MATERIAL FOR THE TASK section start

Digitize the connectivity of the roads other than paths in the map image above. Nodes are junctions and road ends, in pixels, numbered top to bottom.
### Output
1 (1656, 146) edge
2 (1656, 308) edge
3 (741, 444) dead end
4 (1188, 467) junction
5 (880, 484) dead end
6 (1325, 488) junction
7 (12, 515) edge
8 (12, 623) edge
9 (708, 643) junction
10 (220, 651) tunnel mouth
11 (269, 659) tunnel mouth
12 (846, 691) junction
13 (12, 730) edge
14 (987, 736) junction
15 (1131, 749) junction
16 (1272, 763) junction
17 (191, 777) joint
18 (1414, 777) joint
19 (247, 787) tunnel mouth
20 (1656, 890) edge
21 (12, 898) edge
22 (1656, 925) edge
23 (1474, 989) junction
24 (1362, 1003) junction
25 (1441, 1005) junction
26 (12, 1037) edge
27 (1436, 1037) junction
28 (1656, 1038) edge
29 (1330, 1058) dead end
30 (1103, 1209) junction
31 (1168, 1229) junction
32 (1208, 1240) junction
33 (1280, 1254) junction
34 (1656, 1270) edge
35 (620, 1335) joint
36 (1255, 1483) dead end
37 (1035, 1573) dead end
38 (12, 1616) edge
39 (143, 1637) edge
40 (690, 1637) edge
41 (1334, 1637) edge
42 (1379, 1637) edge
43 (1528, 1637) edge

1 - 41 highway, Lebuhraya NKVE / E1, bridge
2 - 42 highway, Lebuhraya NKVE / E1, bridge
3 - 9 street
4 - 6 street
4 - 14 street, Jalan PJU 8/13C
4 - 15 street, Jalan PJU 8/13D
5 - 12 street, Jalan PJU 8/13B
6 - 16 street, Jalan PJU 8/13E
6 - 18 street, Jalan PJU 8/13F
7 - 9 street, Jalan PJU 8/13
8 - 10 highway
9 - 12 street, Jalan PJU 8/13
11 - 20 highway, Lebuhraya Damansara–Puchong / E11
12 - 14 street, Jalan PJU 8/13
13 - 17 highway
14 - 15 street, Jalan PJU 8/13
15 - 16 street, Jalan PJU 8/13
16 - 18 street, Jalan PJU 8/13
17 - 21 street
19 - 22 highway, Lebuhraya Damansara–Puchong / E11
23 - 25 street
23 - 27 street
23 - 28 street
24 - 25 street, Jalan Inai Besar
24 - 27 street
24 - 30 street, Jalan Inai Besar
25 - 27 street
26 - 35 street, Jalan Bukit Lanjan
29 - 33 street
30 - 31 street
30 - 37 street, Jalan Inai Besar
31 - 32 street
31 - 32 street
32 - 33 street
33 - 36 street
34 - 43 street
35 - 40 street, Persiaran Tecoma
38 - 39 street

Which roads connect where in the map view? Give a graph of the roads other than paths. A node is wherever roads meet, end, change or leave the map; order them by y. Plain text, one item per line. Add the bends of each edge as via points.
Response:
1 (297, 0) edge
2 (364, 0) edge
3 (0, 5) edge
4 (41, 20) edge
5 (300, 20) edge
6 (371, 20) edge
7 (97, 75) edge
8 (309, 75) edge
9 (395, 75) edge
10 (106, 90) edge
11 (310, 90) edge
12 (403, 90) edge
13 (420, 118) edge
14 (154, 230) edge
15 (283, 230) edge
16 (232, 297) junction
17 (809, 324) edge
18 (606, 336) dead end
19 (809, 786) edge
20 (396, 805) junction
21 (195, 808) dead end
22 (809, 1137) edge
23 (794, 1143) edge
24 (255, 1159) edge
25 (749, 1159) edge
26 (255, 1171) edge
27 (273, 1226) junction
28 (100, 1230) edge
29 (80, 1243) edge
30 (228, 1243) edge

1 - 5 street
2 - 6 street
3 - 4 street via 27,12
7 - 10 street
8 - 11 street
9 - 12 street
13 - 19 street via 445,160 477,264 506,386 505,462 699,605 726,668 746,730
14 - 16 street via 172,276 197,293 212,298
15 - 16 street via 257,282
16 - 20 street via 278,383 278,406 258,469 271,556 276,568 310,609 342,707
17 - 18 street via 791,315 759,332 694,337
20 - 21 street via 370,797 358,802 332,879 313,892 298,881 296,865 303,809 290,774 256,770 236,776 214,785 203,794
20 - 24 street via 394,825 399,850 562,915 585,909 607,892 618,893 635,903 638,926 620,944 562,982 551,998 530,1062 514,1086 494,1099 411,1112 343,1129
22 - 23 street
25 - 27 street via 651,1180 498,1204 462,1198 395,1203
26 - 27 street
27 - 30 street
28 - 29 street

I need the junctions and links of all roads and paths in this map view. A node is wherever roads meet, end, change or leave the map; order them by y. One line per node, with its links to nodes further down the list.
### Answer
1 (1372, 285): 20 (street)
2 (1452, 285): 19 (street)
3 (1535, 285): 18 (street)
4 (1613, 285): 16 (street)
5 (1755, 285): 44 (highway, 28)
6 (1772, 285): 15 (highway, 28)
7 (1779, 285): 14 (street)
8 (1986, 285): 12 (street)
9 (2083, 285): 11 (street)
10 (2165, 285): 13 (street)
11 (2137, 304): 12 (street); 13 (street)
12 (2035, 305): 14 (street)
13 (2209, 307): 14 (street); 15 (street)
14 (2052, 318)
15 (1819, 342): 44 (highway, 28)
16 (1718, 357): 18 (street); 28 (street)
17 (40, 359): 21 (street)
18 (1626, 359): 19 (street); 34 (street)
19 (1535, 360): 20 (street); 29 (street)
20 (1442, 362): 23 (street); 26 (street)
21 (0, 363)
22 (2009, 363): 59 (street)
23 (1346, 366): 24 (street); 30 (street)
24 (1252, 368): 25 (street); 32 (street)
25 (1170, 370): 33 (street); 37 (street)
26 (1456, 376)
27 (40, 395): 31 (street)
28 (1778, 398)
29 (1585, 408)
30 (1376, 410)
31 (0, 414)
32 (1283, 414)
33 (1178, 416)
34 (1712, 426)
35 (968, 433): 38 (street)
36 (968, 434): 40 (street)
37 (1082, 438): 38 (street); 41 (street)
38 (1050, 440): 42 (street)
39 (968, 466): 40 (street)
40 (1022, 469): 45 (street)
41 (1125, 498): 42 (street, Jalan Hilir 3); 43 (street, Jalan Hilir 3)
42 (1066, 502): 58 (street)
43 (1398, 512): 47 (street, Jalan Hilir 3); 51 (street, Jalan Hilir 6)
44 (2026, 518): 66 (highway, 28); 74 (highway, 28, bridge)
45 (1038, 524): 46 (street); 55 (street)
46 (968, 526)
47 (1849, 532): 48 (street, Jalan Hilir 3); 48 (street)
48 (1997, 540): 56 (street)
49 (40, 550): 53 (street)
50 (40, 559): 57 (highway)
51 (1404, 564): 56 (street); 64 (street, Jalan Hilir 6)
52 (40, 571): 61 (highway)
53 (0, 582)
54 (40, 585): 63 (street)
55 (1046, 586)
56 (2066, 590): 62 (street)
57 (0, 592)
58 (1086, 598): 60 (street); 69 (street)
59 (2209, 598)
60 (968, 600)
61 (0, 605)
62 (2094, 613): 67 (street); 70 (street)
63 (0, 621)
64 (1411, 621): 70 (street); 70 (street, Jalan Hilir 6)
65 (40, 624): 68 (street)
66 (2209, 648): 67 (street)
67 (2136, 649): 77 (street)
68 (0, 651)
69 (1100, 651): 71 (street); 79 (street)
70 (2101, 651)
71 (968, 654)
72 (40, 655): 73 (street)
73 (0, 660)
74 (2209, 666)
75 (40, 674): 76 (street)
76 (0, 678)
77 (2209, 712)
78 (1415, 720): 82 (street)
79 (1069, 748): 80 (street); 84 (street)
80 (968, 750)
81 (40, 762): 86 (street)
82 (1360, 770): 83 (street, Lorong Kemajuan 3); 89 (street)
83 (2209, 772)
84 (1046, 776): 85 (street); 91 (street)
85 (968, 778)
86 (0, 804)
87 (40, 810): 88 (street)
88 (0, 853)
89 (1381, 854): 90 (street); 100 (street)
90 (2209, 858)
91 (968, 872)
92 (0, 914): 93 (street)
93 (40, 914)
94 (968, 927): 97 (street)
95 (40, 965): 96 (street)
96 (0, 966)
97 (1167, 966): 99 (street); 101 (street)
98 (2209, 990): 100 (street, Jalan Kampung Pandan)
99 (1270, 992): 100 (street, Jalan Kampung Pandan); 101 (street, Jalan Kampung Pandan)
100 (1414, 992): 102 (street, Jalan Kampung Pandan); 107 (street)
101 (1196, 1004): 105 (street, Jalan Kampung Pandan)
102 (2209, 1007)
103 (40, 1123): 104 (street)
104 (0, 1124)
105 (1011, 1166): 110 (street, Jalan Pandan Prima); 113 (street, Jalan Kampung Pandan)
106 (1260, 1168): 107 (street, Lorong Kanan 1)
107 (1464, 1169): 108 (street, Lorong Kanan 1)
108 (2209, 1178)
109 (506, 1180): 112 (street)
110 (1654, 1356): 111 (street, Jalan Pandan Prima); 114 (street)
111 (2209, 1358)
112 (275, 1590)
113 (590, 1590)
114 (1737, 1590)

MATERIAL FOR THE TASK section end

TASK BRIEF: Count each line above that has the word "tunnel" in it, and write down nothing but the total.

SOLVED PROBLEM: 3